(Provided material Opens)

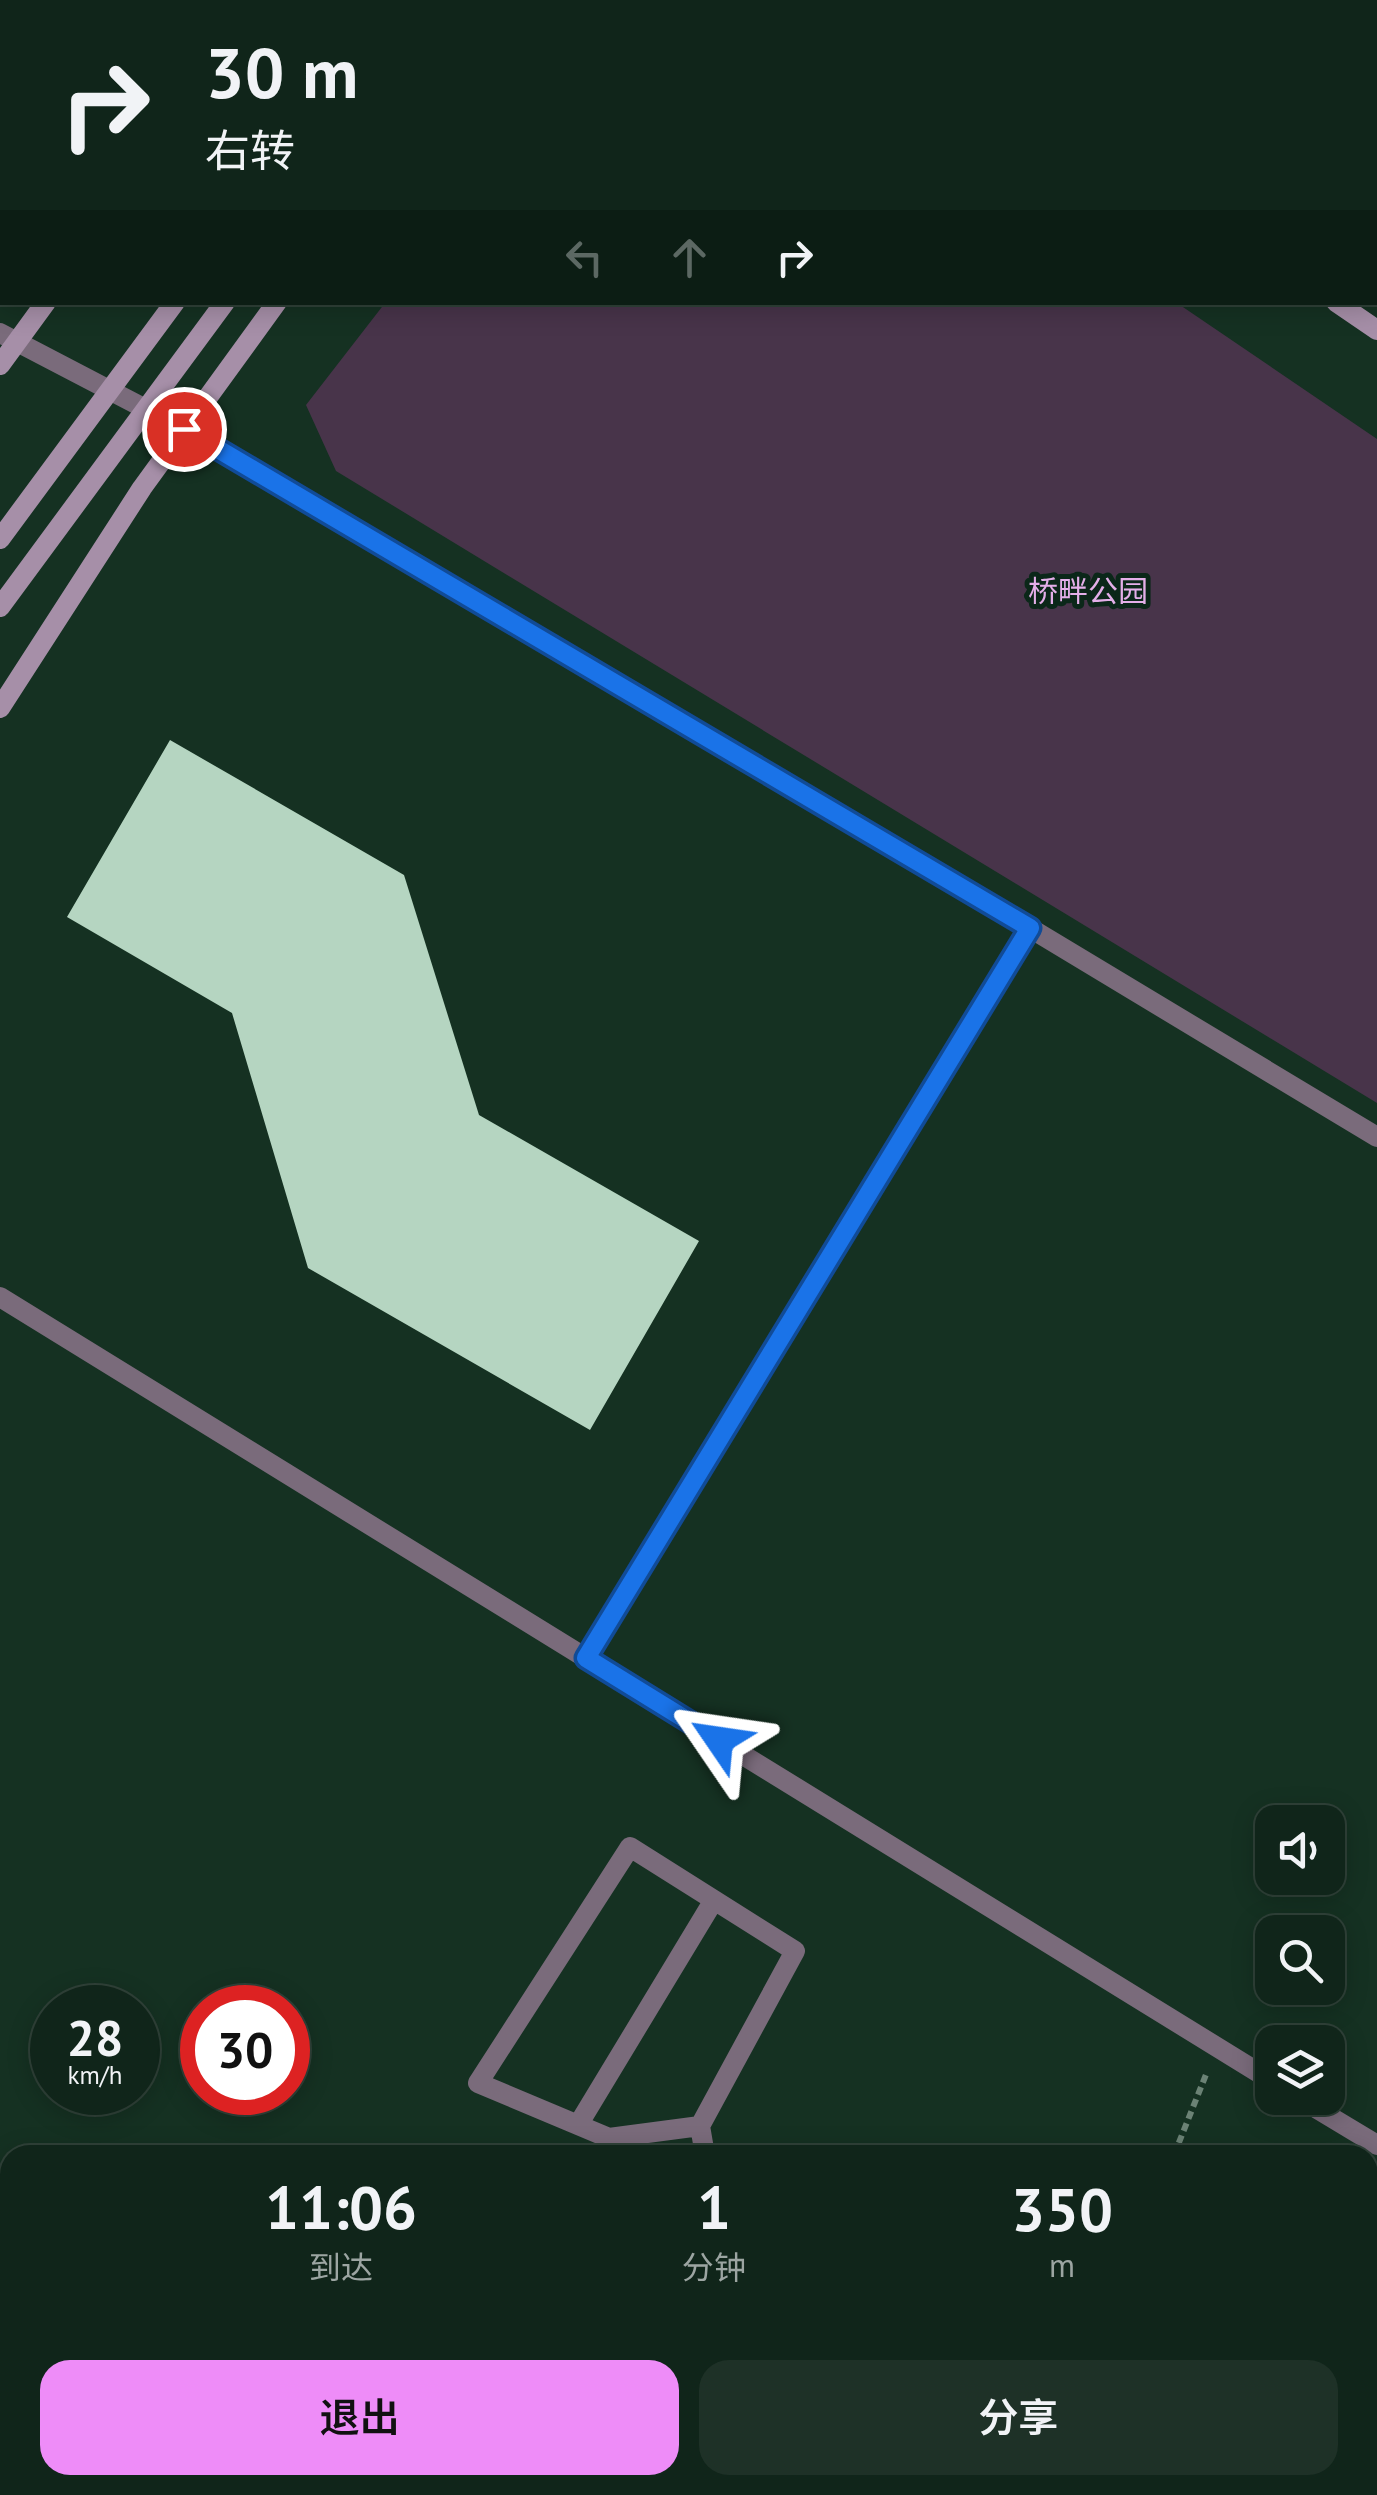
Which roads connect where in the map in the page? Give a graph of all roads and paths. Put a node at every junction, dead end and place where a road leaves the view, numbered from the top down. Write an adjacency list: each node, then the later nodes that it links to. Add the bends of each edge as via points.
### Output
1 (43, 305): 7 (main road)
2 (172, 305): 10 (main road, bridge)
3 (223, 305): 11 (main road, bridge)
4 (276, 305): 9 (main road)
5 (1340, 305): 6 (main road)
6 (1377, 330)
7 (8, 338): 8 (main road); 9 (street)
8 (0, 365)
9 (184, 429): 12 (main road); 13 (street)
10 (0, 539)
11 (0, 606)
12 (0, 708)
13 (1030, 928): 14 (street); 16 (street)
14 (1377, 1137)
15 (0, 1297): 16 (street)
16 (586, 1658): 18 (street)
17 (714, 1900): 21 (street); 21 (street, via 630,1847 478,2083); 22 (street, via 795,1950)
18 (1217, 2047): 19 (street); 26 (path)
19 (1255, 2070)
20 (1327, 2115): 27 (street)
21 (578, 2125): 23 (street)
22 (700, 2126): 24 (street); 25 (street)
23 (607, 2145)
24 (619, 2145)
25 (703, 2145)
26 (1178, 2145)
27 (1375, 2145)

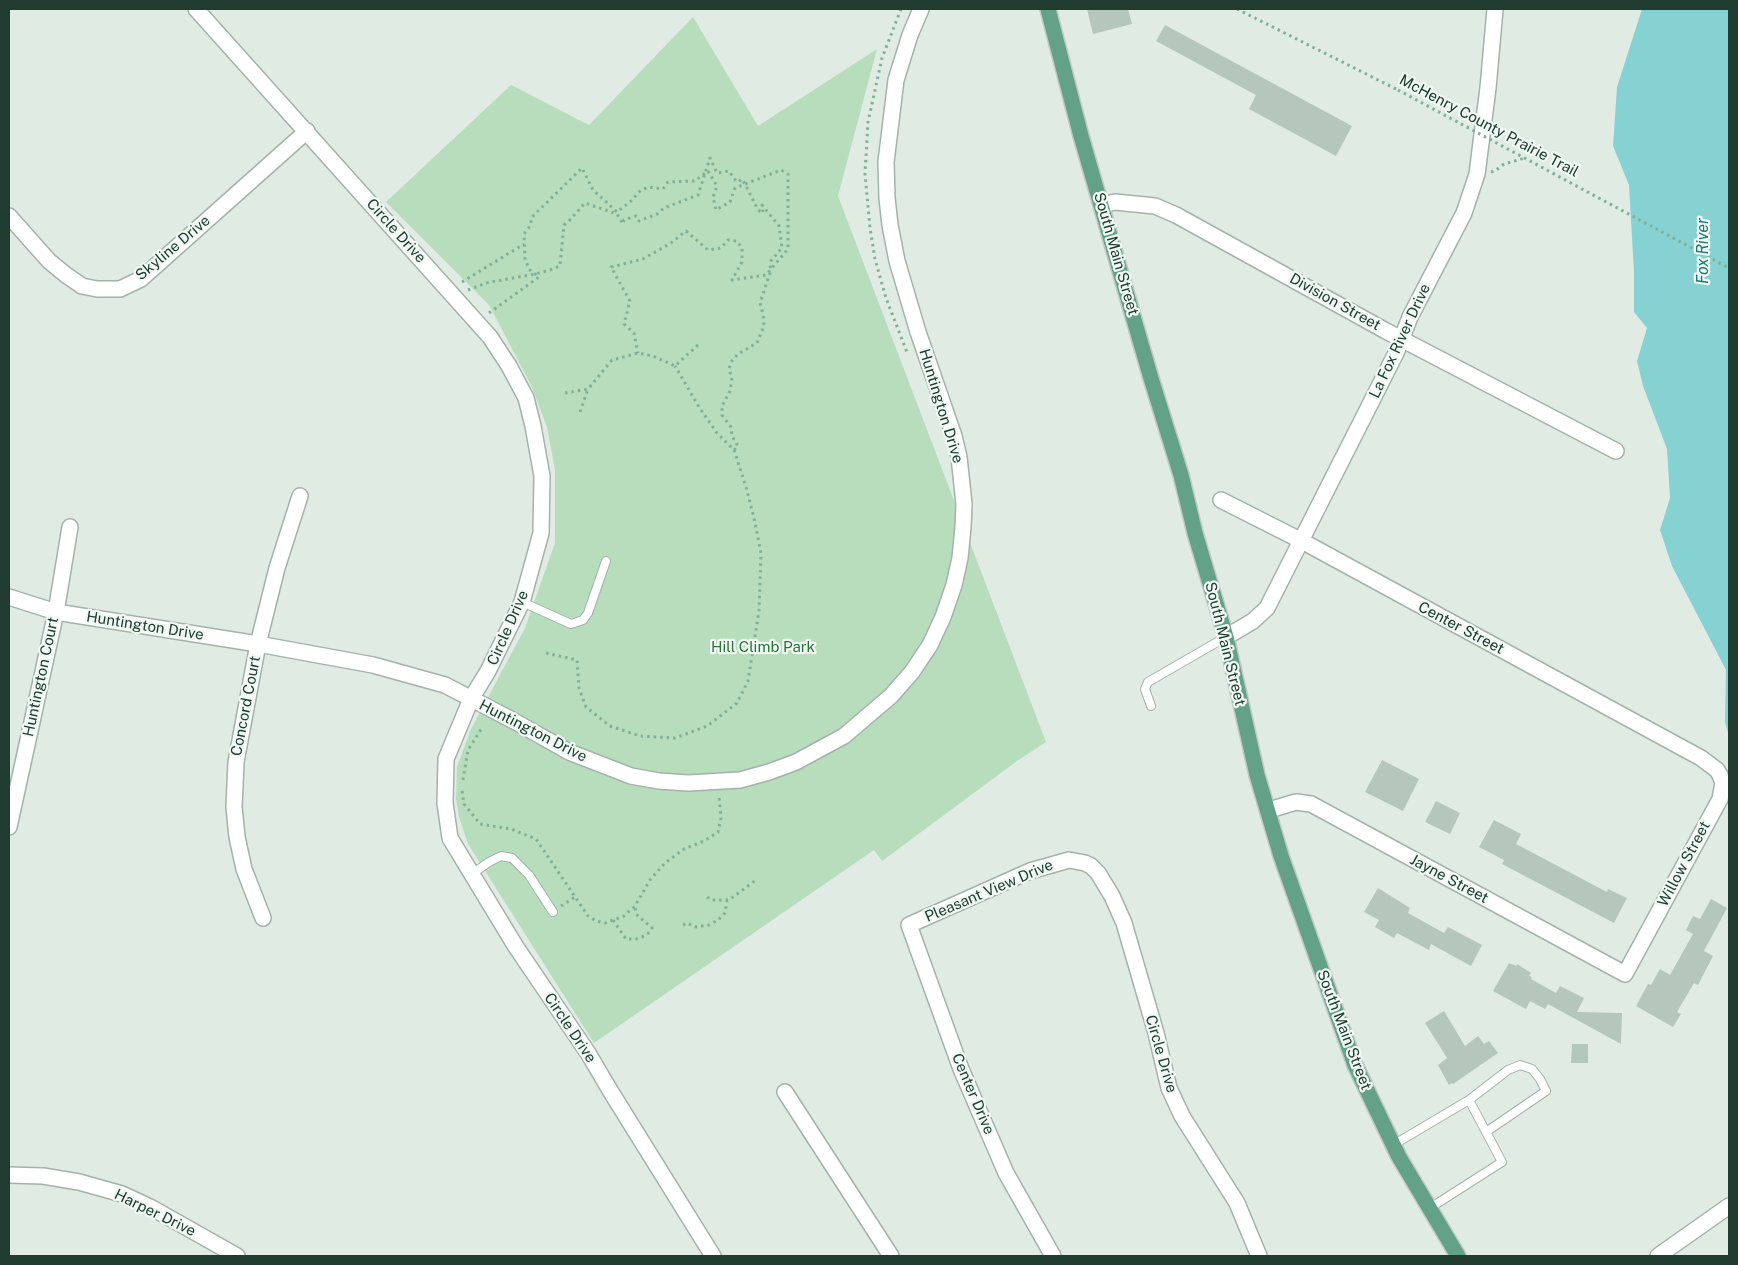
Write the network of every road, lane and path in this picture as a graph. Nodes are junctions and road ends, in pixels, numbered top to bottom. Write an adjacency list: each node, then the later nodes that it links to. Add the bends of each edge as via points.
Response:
1 (196, 9): 7 (street, Circle Drive)
2 (901, 9): 24 (path, via 882,58 868,122 865,174 875,259)
3 (921, 9): 42 (street, Huntington Drive, via 896,80 886,162 890,225 897,261 954,436 962,478 960,558 943,617 930,645 891,696 844,736 796,762 740,780 688,783 632,776 569,752)
4 (1237, 9): 8 (path, McHenry County Prairie Trail, bridge)
5 (1494, 9): 10 (street, La Fox River Drive)
6 (1048, 10): 12 (main road, South Main Street)
7 (307, 131): 13 (street, Skyline Drive, via 141,279 120,290 82,286 49,261); 37 (street, Circle Drive, via 490,337 526,398 542,476 541,533)
8 (1525, 158): 10 (path, via 1504,164 1495,171); 15 (path, McHenry County Prairie Trail, bridge)
9 (705, 173): 11 (path, via 710,158 716,173 729,172 736,181 740,179); 11 (path, via 708,172 717,186 713,197 716,210 730,202 734,188); 14 (path, via 695,181 668,182 663,189 649,187 641,190 617,212 593,190 582,168 532,217 524,234); 17 (path, via 698,194 657,214 638,220 636,216 624,220 623,224 617,214 585,202 564,225 560,266)
10 (1477, 174): 21 (street, La Fox River Drive, via 1464,213)
11 (745, 184): 16 (path, via 758,210 763,213 762,204 779,226 782,248 771,261); 16 (path, via 781,170 788,174 788,249)
12 (1102, 205): 21 (street, Division Street, via 1115,202 1155,206 1176,215); 39 (main road, South Main Street)
13 (9, 216)
14 (524, 244): 17 (path, via 525,260); 18 (path)
15 (1729, 268)
16 (770, 270): 23 (path, via 766,275 732,280 742,262 742,248 737,242 728,240 721,248 708,250 686,231 643,259 611,267 630,301 624,324 634,333); 29 (path, via 760,303 764,326 757,342 738,354 729,369 732,378 722,415 738,446)
17 (535, 274): 19 (path, via 486,283); 20 (path, via 538,277)
18 (462, 282)
19 (468, 290)
20 (488, 313)
21 (1401, 338): 30 (street, Division Street); 34 (street, La Fox River Drive, via 1396,354)
22 (699, 344): 25 (path)
23 (638, 353): 25 (path); 26 (path, via 612,360)
24 (910, 362)
25 (675, 366): 29 (path, via 717,433)
26 (588, 388): 27 (path); 28 (path)
27 (566, 392)
28 (580, 412)
29 (734, 450): 41 (path, via 761,553 758,620 748,681 737,702 707,726 675,738 640,736 610,726 586,707 579,688 577,660)
30 (1616, 451)
31 (300, 496): 40 (street, Concord Court)
32 (1221, 500): 34 (street, Center Street)
33 (70, 527): 38 (street, Huntington Court)
34 (1300, 540): 39 (street, La Fox River Drive, via 1263,613); 45 (street, Center Street)
35 (606, 561): 37 (lane, via 583,620 571,624)
36 (9, 597): 38 (street, Huntington Drive)
37 (522, 602): 42 (street, Circle Drive)
38 (56, 612): 40 (street, Huntington Drive); 48 (street, Huntington Court)
39 (1226, 637): 43 (lane, via 1148,682 1146,689); 47 (main road, South Main Street, via 1257,776)
40 (258, 644): 42 (street, Huntington Drive, via 373,665 445,685); 55 (street, Concord Court, via 236,762 234,807 244,869)
41 (546, 653)
42 (471, 699): 49 (street, Circle Drive, via 446,759 445,803 450,838)
43 (1152, 706)
44 (482, 728): 56 (path, via 468,750 461,786 464,804 480,824 511,829 536,839 588,916 596,922)
45 (1701, 758): 60 (street, Willow Street, via 1720,775 1723,783 1720,798)
46 (718, 796): 53 (path, via 721,818 718,832 665,862)
47 (1268, 810): 60 (street, Jayne Street, via 1296,802 1311,804); 64 (main road, South Main Street, via 1355,1065)
48 (9, 827)
49 (472, 874): 54 (lane, via 501,856 512,858 529,875); 69 (street, Circle Drive, via 516,947 588,1053)
50 (756, 880): 52 (path)
51 (706, 897): 52 (path)
52 (727, 900): 58 (path, via 725,912 709,925)
53 (635, 906): 56 (path, via 624,916); 56 (path, via 636,914 652,928 650,932 636,939 626,939)
54 (553, 912)
55 (262, 918)
56 (613, 920)
57 (1124, 923): 59 (street, Pleasant View Drive, via 1098,872 1085,862 1069,860 1030,871); 72 (street, Circle Drive, via 1169,1088 1182,1116 1237,1203)
58 (683, 924)
59 (909, 925): 71 (street, Center Drive, via 961,1069 1006,1173)
60 (1625, 974)
61 (785, 1092): 70 (street)
62 (1469, 1100): 63 (lane); 63 (lane, via 1508,1070 1520,1065 1532,1069 1540,1079 1546,1091); 64 (lane)
63 (1486, 1132): 67 (lane, via 1502,1162)
64 (1393, 1145): 67 (main road, South Main Street)
65 (9, 1176): 68 (street, Harper Drive, via 43,1176 122,1194)
66 (1729, 1206): 74 (street)
67 (1430, 1208): 73 (main road, South Main Street)
68 (236, 1256)
69 (713, 1256)
70 (892, 1256)
71 (1053, 1256)
72 (1259, 1256)
73 (1458, 1256)
74 (1658, 1256)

(Provided material Closes)

=== Assignment ===
Exactly as written, give the entries above again, with no images.

=== Written response ===
Which roads connect where in the map in the page? Give a graph of all roads and paths. Put a node at every junction, dead end and place where a road leaves the view, numbered from the top down. Write an adjacency list: each node, then the later nodes that it links to. Add the bends of each edge as via points.
### Output
1 (43, 305): 7 (main road)
2 (172, 305): 10 (main road, bridge)
3 (223, 305): 11 (main road, bridge)
4 (276, 305): 9 (main road)
5 (1340, 305): 6 (main road)
6 (1377, 330)
7 (8, 338): 8 (main road); 9 (street)
8 (0, 365)
9 (184, 429): 12 (main road); 13 (street)
10 (0, 539)
11 (0, 606)
12 (0, 708)
13 (1030, 928): 14 (street); 16 (street)
14 (1377, 1137)
15 (0, 1297): 16 (street)
16 (586, 1658): 18 (street)
17 (714, 1900): 21 (street); 21 (street, via 630,1847 478,2083); 22 (street, via 795,1950)
18 (1217, 2047): 19 (street); 26 (path)
19 (1255, 2070)
20 (1327, 2115): 27 (street)
21 (578, 2125): 23 (street)
22 (700, 2126): 24 (street); 25 (street)
23 (607, 2145)
24 (619, 2145)
25 (703, 2145)
26 (1178, 2145)
27 (1375, 2145)

Write the network of every road, lane and path in this picture as a graph. Nodes are junctions and road ends, in pixels, numbered top to bottom. Write an adjacency list: each node, then the later nodes that it links to. Add the bends of each edge as via points.
Response:
1 (196, 9): 7 (street, Circle Drive)
2 (901, 9): 24 (path, via 882,58 868,122 865,174 875,259)
3 (921, 9): 42 (street, Huntington Drive, via 896,80 886,162 890,225 897,261 954,436 962,478 960,558 943,617 930,645 891,696 844,736 796,762 740,780 688,783 632,776 569,752)
4 (1237, 9): 8 (path, McHenry County Prairie Trail, bridge)
5 (1494, 9): 10 (street, La Fox River Drive)
6 (1048, 10): 12 (main road, South Main Street)
7 (307, 131): 13 (street, Skyline Drive, via 141,279 120,290 82,286 49,261); 37 (street, Circle Drive, via 490,337 526,398 542,476 541,533)
8 (1525, 158): 10 (path, via 1504,164 1495,171); 15 (path, McHenry County Prairie Trail, bridge)
9 (705, 173): 11 (path, via 710,158 716,173 729,172 736,181 740,179); 11 (path, via 708,172 717,186 713,197 716,210 730,202 734,188); 14 (path, via 695,181 668,182 663,189 649,187 641,190 617,212 593,190 582,168 532,217 524,234); 17 (path, via 698,194 657,214 638,220 636,216 624,220 623,224 617,214 585,202 564,225 560,266)
10 (1477, 174): 21 (street, La Fox River Drive, via 1464,213)
11 (745, 184): 16 (path, via 758,210 763,213 762,204 779,226 782,248 771,261); 16 (path, via 781,170 788,174 788,249)
12 (1102, 205): 21 (street, Division Street, via 1115,202 1155,206 1176,215); 39 (main road, South Main Street)
13 (9, 216)
14 (524, 244): 17 (path, via 525,260); 18 (path)
15 (1729, 268)
16 (770, 270): 23 (path, via 766,275 732,280 742,262 742,248 737,242 728,240 721,248 708,250 686,231 643,259 611,267 630,301 624,324 634,333); 29 (path, via 760,303 764,326 757,342 738,354 729,369 732,378 722,415 738,446)
17 (535, 274): 19 (path, via 486,283); 20 (path, via 538,277)
18 (462, 282)
19 (468, 290)
20 (488, 313)
21 (1401, 338): 30 (street, Division Street); 34 (street, La Fox River Drive, via 1396,354)
22 (699, 344): 25 (path)
23 (638, 353): 25 (path); 26 (path, via 612,360)
24 (910, 362)
25 (675, 366): 29 (path, via 717,433)
26 (588, 388): 27 (path); 28 (path)
27 (566, 392)
28 (580, 412)
29 (734, 450): 41 (path, via 761,553 758,620 748,681 737,702 707,726 675,738 640,736 610,726 586,707 579,688 577,660)
30 (1616, 451)
31 (300, 496): 40 (street, Concord Court)
32 (1221, 500): 34 (street, Center Street)
33 (70, 527): 38 (street, Huntington Court)
34 (1300, 540): 39 (street, La Fox River Drive, via 1263,613); 45 (street, Center Street)
35 (606, 561): 37 (lane, via 583,620 571,624)
36 (9, 597): 38 (street, Huntington Drive)
37 (522, 602): 42 (street, Circle Drive)
38 (56, 612): 40 (street, Huntington Drive); 48 (street, Huntington Court)
39 (1226, 637): 43 (lane, via 1148,682 1146,689); 47 (main road, South Main Street, via 1257,776)
40 (258, 644): 42 (street, Huntington Drive, via 373,665 445,685); 55 (street, Concord Court, via 236,762 234,807 244,869)
41 (546, 653)
42 (471, 699): 49 (street, Circle Drive, via 446,759 445,803 450,838)
43 (1152, 706)
44 (482, 728): 56 (path, via 468,750 461,786 464,804 480,824 511,829 536,839 588,916 596,922)
45 (1701, 758): 60 (street, Willow Street, via 1720,775 1723,783 1720,798)
46 (718, 796): 53 (path, via 721,818 718,832 665,862)
47 (1268, 810): 60 (street, Jayne Street, via 1296,802 1311,804); 64 (main road, South Main Street, via 1355,1065)
48 (9, 827)
49 (472, 874): 54 (lane, via 501,856 512,858 529,875); 69 (street, Circle Drive, via 516,947 588,1053)
50 (756, 880): 52 (path)
51 (706, 897): 52 (path)
52 (727, 900): 58 (path, via 725,912 709,925)
53 (635, 906): 56 (path, via 624,916); 56 (path, via 636,914 652,928 650,932 636,939 626,939)
54 (553, 912)
55 (262, 918)
56 (613, 920)
57 (1124, 923): 59 (street, Pleasant View Drive, via 1098,872 1085,862 1069,860 1030,871); 72 (street, Circle Drive, via 1169,1088 1182,1116 1237,1203)
58 (683, 924)
59 (909, 925): 71 (street, Center Drive, via 961,1069 1006,1173)
60 (1625, 974)
61 (785, 1092): 70 (street)
62 (1469, 1100): 63 (lane); 63 (lane, via 1508,1070 1520,1065 1532,1069 1540,1079 1546,1091); 64 (lane)
63 (1486, 1132): 67 (lane, via 1502,1162)
64 (1393, 1145): 67 (main road, South Main Street)
65 (9, 1176): 68 (street, Harper Drive, via 43,1176 122,1194)
66 (1729, 1206): 74 (street)
67 (1430, 1208): 73 (main road, South Main Street)
68 (236, 1256)
69 (713, 1256)
70 (892, 1256)
71 (1053, 1256)
72 (1259, 1256)
73 (1458, 1256)
74 (1658, 1256)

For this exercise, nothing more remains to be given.